"Science may be described as the art of systematic over-simplification."
-Karl Popper
A miscellany of under-researched ideas.
Some of these may've been thought of before. If they have been, put a link in a comment and I'll be happy to acknowledge prior art.
All original ideas and inventions here and the text itself are open-source and are licenced under the GNU General Public Licence.
Saturday, 2 April 2011
FriendsClose
Here you are reading a blog. So, as a user of this new-fangled World Wide Web thing, the chances are that you also, like me, get far too much e-mail.
I don't just mean the tired old stuff asking please could I deposit $10,000,000,000,000,000 from my uncle in the Libyan Government in your bank account for a bit, or how I made $1,000 per hour with a can't-fail scheme that anyone can follow from the comfort of their home. Those are instant-delete, and actually don't take up too much effort.
The worst e-mails are genuine ones asking you to do something time-consuming with possibly some small benefit to yourself. You are a busy man or woman. You have your own projects. But these at least deserve the courtesy of a polite and (briefly) considered reply. You make a start on them, and there is half a day of your life gone, never to be seen again.
There are many automatic e-mail filters and prioritizers out there, but I would like to propose a new one:
Sort e-mails by the average time you took to respond to the sender in the past, with the shortest times at the top.
Your e-mail system would then learn the people to whom you like to reply quickly, and put their e-mails at the head of your queue.
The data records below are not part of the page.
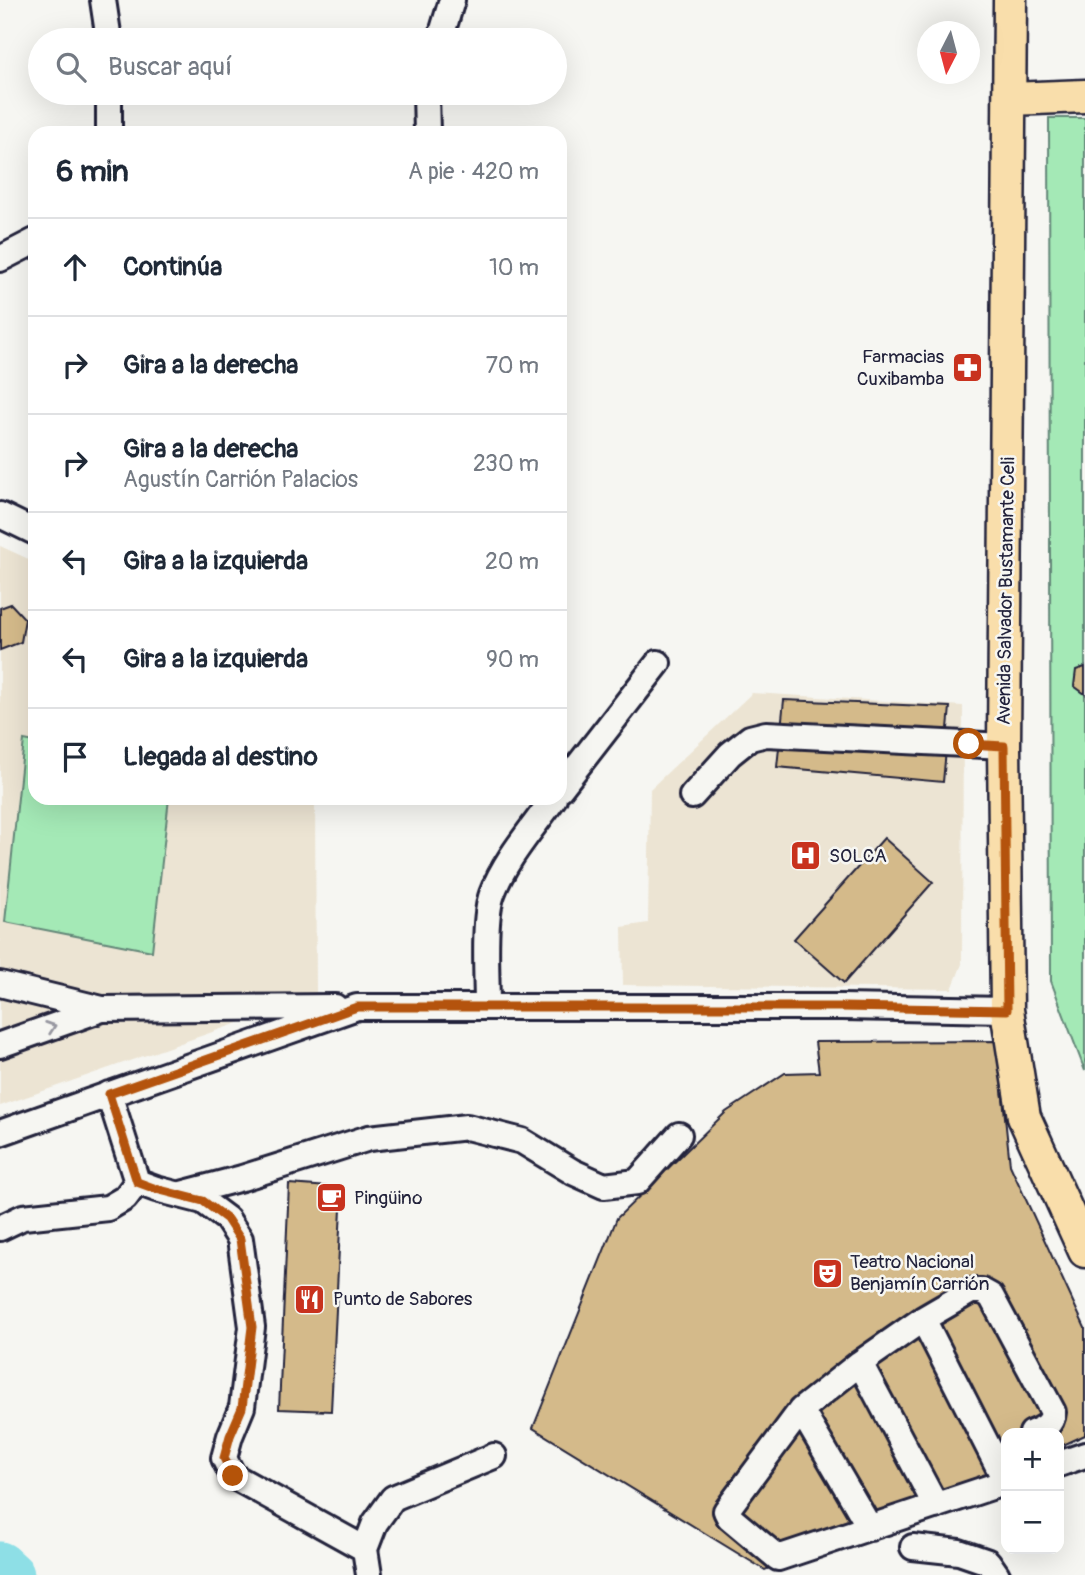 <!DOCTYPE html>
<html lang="es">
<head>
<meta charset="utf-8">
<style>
	body { margin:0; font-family:Pangolin,sans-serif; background:#f2f2f3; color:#1f2937 }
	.controls { position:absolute; right:21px; bottom:21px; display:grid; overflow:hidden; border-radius:14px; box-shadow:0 7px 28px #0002 }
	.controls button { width:63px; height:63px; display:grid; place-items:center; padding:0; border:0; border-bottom:2px solid #e0e1e3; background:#fff; color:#1f2937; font:35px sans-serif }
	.compass { position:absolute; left:917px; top:21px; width:63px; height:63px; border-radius:50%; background:#fff; box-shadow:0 7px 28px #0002; rotate:186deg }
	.stop { position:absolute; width:21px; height:21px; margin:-16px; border:5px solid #b45309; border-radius:50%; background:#fff }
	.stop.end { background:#b45309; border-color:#fff; box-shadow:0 2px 7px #0008 }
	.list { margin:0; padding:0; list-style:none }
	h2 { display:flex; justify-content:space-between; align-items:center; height:91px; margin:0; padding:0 28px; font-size:30px }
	h2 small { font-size:23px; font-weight:400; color:#747a83 }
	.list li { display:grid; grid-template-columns:46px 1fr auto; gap:21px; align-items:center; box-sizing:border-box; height:98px; padding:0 28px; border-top:2px solid #e0e1e3 }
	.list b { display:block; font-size:26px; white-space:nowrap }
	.list p { margin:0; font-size:23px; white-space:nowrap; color:#747a83 }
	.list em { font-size:23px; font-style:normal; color:#747a83 }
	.icon { flex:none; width:38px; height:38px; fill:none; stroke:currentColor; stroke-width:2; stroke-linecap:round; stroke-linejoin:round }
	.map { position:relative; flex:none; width:1085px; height:1575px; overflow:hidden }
	.search { position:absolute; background:#fff; box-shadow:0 7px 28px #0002; left:28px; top:28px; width:539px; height:77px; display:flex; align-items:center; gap:18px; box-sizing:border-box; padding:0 24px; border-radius:38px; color:#747a83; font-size:26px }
	.panel { position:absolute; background:#fff; box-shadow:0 7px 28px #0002; left:28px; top:126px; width:539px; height:679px; border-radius:21px }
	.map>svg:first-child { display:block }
	.built { fill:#ece4d3 }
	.green { fill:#a4e9b6; stroke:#638678; stroke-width:2 }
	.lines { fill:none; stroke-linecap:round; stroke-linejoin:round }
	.river { stroke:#8edfe6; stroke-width:47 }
	.building { fill:#d4ba8a; stroke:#22223b; stroke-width:2 }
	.minor-casing { stroke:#22223b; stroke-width:30 }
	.major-casing { stroke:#22223b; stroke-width:37 }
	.minor { stroke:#f6f6f2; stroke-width:24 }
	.major { stroke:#f9deab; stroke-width:32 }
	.oneway { stroke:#9797a0 }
	.route { stroke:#b45309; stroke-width:9 }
	.labels { text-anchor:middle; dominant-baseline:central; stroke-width:5; stroke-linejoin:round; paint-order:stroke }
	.poi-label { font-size:19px; fill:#22223b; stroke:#f6f6f2; text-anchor:start }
	.street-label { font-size:19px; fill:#22223b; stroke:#f6f6f2 }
</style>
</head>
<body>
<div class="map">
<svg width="1085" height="1575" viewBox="0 0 1085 1575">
	<rect width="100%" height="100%" fill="#f6f6f2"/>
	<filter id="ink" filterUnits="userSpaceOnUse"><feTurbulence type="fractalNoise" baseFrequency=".0143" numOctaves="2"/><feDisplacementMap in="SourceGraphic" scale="14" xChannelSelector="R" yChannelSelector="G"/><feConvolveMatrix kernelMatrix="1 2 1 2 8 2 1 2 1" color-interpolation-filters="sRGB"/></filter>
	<g filter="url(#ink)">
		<path class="built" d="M0,546l35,16v236h280l1,198 -316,110z
			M752,693l211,13 -1,258 -10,25 -329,-4 -1,-58 26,-4 2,-134z"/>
		<path class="green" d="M1049,118h36v953l-34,-90z
			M24,740l11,2v56h134l-17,153 -147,-29z"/>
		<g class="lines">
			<path class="river" d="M0,1565l11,10"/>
		</g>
		<path class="building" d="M11,604l14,15 -4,23 -21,8v-42z
			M1085,667v27l-11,-8 2,-16z
			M784,700l166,7 -7,75 -166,-15z
			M884,838l49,44 -89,101 -50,-44z
			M997,1041l13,124 75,163v107l-26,12v-14h-53v36l-241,101 -232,-142 84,-210 109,-106 59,-39 34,-1 -4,-30z
			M289,1184l53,4 -11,223 -52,-2z"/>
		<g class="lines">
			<defs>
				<path id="minor" d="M103,0l6,40
					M440,40l12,-40
					M426,93l1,40
					M109,133v-40
					M0,259l35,-18
					M0,515l35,17
					M560,789l98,-126
					M692,796l38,-42 20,-16 16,-4 238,12
					M0,984l102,25 233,-2
					M487,1007c0,-29 -4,-88 5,-113 13,-35 41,-66 62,-96
					M0,1045l102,-36
					M109,1094l28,88 19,7 47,12 24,18 13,20 12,88 -10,80 -12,29 -6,22 9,18 132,73
					M0,1133l357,-126h485l165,3
					M181,1194l61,-16 127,-40 98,-11 55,14 51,31 31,14 33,-4 42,-47
					M0,1228l23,-11 85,-9 17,-10 12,-16
					M923,1319l83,163
					M860,1363l76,143
					M801,1410l-75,101 3,6 49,41 228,-76
					M1059,1464l26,-9
					M870,1528l-69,-118 59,-47 63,-44 48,-28h11l9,5 62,116c-1,13 -9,16 -21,21
					M913,1547l46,5 29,10 9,13
					M369,1575l-4,-26 10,-26 18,-25 101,-42"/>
				<path id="major" d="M1010,0l-6,746 3,264 17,107 61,134
					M1011,99l74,-3"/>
			</defs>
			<use href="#minor" class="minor-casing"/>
			<use href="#major" class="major-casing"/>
			<use href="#minor" class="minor"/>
			<use href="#major" class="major"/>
		</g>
		<defs><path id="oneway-chevron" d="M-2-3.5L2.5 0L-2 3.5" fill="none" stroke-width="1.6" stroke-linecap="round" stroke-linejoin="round" transform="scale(1.75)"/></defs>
		<use class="oneway" href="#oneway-chevron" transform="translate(51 1027) rotate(-19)"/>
	</g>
	<g class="lines" filter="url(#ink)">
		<path class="route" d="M233,1476l-9,-18 6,-22 12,-28 10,-81 -12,-88 -13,-20 -24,-18 -47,-12 -19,-7 -28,-88 248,-87h485l165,3 -3,-264 -35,-2"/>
	</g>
	<defs>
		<symbol id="pharmacy-square" viewBox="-11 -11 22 22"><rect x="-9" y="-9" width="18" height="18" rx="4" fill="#c8321e" stroke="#f6f6f2"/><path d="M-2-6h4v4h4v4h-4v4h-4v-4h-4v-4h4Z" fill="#fff"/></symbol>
		<symbol id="hospital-square" viewBox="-11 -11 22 22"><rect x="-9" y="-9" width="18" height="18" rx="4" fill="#c8321e" stroke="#f6f6f2"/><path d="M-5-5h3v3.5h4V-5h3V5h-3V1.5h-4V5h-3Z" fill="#fff"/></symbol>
		<symbol id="cafe-square" viewBox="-11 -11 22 22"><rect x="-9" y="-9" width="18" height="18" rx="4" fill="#c8321e" stroke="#f6f6f2"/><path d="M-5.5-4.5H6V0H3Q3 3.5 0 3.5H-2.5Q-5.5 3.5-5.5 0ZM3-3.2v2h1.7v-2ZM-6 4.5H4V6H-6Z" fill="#fff"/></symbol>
		<symbol id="theatre-square" viewBox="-11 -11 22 22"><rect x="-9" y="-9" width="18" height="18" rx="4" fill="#c8321e" stroke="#f6f6f2"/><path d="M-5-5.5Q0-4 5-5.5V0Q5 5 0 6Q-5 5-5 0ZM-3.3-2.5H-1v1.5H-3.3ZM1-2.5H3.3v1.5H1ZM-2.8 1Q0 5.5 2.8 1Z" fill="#fff"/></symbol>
		<symbol id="restaurant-square" viewBox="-11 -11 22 22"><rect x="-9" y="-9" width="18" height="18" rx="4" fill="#c8321e" stroke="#f6f6f2"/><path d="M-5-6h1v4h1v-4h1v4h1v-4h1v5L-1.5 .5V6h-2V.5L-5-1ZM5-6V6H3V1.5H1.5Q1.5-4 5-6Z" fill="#fff"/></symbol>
	</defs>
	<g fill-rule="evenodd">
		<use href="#pharmacy-square" x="950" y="350" width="35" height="35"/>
		<use href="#hospital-square" x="788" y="838" width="35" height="35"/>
		<use href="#cafe-square" x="314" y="1180" width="35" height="35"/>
		<use href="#theatre-square" x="810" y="1256" width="35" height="35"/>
		<use href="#restaurant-square" x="292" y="1282" width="35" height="35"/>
	</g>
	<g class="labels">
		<g class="poi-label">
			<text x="944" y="357" text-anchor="end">Farmacias<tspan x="944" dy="22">Cuxibamba</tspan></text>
			<text x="829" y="856">SOLCA</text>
			<text x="354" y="1198">Pingüino</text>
			<text x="850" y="1262">Teatro Nacional<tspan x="850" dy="22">Benjamín Carrión</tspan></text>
			<text x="333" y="1299">Punto de Sabores</text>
		</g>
		<g class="street-label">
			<text transform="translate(1006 591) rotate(-89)">Avenida Salvador Bustamante Celi</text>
		</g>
	</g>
</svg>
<div class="controls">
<button>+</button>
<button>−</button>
</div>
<svg class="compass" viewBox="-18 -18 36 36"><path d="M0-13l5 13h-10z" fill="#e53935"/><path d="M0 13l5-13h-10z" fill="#747a83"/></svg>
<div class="stop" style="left:969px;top:744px"></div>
<div class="stop end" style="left:233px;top:1476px"></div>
<div class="search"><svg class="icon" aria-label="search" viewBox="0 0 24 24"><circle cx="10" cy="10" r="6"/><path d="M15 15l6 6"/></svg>Buscar aquí</div>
<section class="panel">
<h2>6 min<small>A pie · 420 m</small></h2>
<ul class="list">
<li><svg class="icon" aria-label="ahead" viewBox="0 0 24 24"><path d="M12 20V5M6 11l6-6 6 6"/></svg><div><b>Continúa</b></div><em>10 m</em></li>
<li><svg class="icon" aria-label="right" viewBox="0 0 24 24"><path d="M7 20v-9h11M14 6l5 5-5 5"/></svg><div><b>Gira a la derecha</b></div><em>70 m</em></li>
<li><svg class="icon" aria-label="right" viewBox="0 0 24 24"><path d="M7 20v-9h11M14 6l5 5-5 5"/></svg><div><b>Gira a la derecha</b><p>Agustín Carrión Palacios</p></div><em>230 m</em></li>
<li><svg class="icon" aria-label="left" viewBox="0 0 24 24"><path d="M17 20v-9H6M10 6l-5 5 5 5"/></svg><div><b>Gira a la izquierda</b></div><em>20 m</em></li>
<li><svg class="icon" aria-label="left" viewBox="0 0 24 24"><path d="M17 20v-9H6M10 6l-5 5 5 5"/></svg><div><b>Gira a la izquierda</b></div><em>90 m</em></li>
<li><svg class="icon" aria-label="arrive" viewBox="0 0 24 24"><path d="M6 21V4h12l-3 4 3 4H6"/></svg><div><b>Llegada al destino</b></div></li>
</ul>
</section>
</div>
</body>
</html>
It would be simple for the e-mail system to calculate, and it could even be set up retrospectively by having the software run through your existing Sent mailbox compiling the initial set of averages.
Simple, self-modifying, and useful, it would adapt as you worked. And you could just go down through the top few every day and then stop, confident that you have answered the e-mails most important to you.
This might be immediately realisable, actually.
ReplyDeleteJust get onto google about it, I'm sure their geeks will find a way to incorporate the feature that allows them to exploit the information for marketing gain.